START Material shown

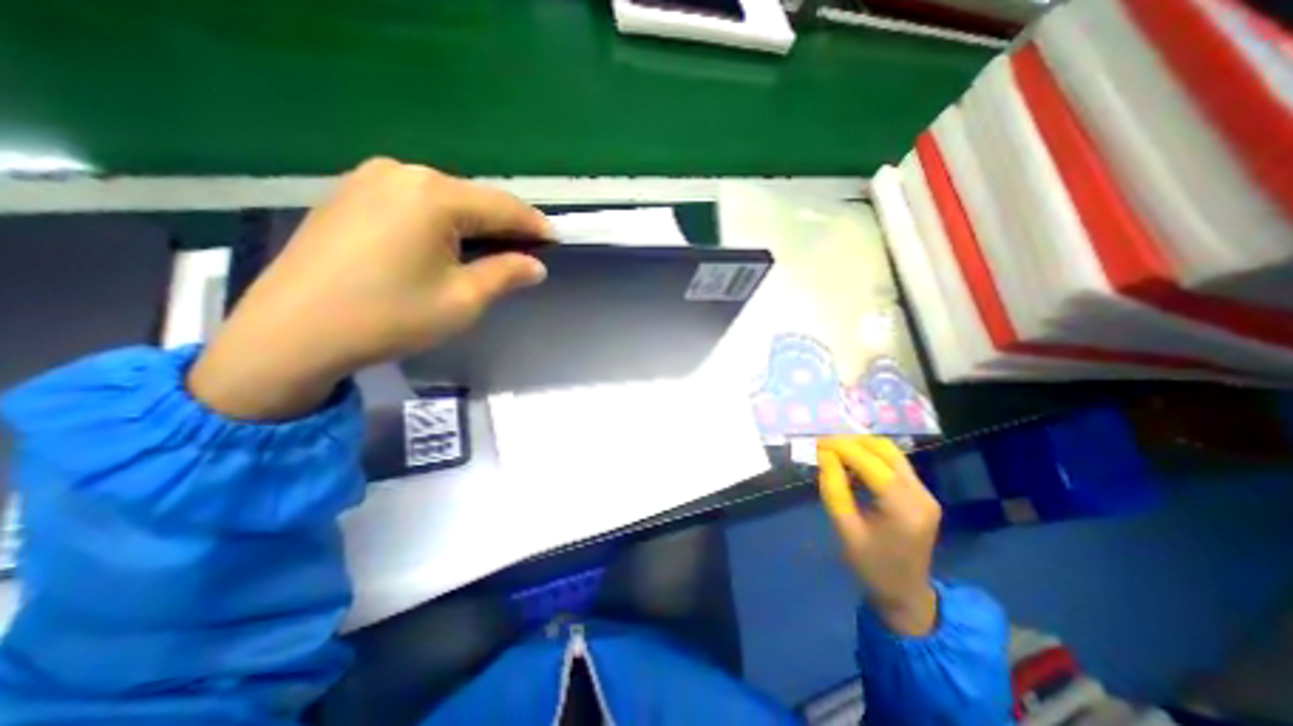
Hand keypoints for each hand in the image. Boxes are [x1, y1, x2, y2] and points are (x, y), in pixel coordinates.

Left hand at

END Material shown
START Material shown

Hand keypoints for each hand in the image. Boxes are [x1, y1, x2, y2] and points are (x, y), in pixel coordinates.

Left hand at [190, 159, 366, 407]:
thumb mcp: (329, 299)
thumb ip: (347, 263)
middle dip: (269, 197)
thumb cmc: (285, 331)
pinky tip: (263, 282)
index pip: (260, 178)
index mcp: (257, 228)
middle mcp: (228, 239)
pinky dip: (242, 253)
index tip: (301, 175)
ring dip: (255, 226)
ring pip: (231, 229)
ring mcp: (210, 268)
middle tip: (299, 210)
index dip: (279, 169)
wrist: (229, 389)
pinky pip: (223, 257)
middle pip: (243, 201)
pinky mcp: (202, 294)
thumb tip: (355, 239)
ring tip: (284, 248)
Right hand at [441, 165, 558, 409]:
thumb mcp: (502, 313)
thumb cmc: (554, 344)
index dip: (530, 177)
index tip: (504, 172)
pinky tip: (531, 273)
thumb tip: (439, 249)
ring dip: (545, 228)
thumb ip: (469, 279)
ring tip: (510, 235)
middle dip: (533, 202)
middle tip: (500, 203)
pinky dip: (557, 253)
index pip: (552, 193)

END Material shown

Work instruction:
Return each line of the records above in which the word "pinky" occurs.

Result for this task:
pinky tip: (263, 282)
pinky dip: (242, 253)
pinky pip: (223, 257)
pinky mcp: (202, 294)
pinky tip: (531, 273)
pinky dip: (557, 253)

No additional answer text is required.